Start of Data to examine

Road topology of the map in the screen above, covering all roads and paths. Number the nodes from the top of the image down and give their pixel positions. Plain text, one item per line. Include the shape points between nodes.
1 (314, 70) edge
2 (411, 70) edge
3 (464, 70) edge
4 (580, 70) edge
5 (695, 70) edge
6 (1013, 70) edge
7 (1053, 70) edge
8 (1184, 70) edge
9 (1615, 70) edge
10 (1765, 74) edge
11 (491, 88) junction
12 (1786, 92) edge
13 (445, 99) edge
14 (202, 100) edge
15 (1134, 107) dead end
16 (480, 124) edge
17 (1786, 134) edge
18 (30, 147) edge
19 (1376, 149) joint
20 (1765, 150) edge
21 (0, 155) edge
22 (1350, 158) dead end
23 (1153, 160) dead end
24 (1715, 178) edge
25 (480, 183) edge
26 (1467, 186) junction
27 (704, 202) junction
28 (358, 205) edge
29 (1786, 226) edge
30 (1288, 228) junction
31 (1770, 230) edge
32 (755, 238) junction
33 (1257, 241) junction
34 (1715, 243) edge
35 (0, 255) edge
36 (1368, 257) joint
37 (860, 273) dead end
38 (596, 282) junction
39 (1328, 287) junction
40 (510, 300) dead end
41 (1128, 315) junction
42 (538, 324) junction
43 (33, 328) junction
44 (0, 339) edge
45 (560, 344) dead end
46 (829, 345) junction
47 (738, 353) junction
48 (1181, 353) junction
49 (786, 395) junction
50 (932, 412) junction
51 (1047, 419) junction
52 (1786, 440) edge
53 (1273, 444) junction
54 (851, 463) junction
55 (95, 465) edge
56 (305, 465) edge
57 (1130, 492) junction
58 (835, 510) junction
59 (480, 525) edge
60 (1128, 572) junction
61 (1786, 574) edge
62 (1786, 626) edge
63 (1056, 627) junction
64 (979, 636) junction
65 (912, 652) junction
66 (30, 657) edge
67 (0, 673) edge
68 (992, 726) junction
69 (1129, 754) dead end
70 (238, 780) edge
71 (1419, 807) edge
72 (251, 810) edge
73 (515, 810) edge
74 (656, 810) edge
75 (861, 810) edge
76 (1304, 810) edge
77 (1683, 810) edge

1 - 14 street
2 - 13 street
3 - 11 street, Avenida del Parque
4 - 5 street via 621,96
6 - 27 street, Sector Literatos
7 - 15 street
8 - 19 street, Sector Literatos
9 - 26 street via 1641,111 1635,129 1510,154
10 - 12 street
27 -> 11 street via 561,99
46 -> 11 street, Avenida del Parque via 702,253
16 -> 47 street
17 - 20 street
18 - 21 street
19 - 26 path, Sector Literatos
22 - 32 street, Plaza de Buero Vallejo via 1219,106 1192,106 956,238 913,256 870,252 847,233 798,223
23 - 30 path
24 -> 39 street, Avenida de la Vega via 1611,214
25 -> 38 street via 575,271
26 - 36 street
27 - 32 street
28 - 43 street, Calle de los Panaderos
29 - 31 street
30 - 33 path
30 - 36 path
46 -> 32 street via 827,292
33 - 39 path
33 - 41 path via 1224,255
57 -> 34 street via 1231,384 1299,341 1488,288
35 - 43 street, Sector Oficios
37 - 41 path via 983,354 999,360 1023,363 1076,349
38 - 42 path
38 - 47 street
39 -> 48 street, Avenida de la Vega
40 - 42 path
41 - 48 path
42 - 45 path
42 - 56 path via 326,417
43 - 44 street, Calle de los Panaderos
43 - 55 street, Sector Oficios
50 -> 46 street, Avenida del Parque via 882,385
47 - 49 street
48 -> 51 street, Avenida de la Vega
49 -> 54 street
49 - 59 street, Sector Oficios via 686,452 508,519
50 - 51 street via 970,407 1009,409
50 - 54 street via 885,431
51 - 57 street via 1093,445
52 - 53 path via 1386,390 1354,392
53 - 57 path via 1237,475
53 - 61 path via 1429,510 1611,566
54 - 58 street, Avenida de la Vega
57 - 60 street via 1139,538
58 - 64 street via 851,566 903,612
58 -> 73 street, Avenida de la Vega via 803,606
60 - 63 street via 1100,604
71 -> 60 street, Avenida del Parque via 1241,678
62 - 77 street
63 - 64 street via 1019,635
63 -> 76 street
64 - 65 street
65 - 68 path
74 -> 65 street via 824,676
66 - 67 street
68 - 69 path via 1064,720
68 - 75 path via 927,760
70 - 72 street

End of Data to examine

* What to work on *
Copy each line of the listing that contains the string "Calle".

* Response for this exercise *
28 - 43 street, Calle de los Panaderos
43 - 44 street, Calle de los Panaderos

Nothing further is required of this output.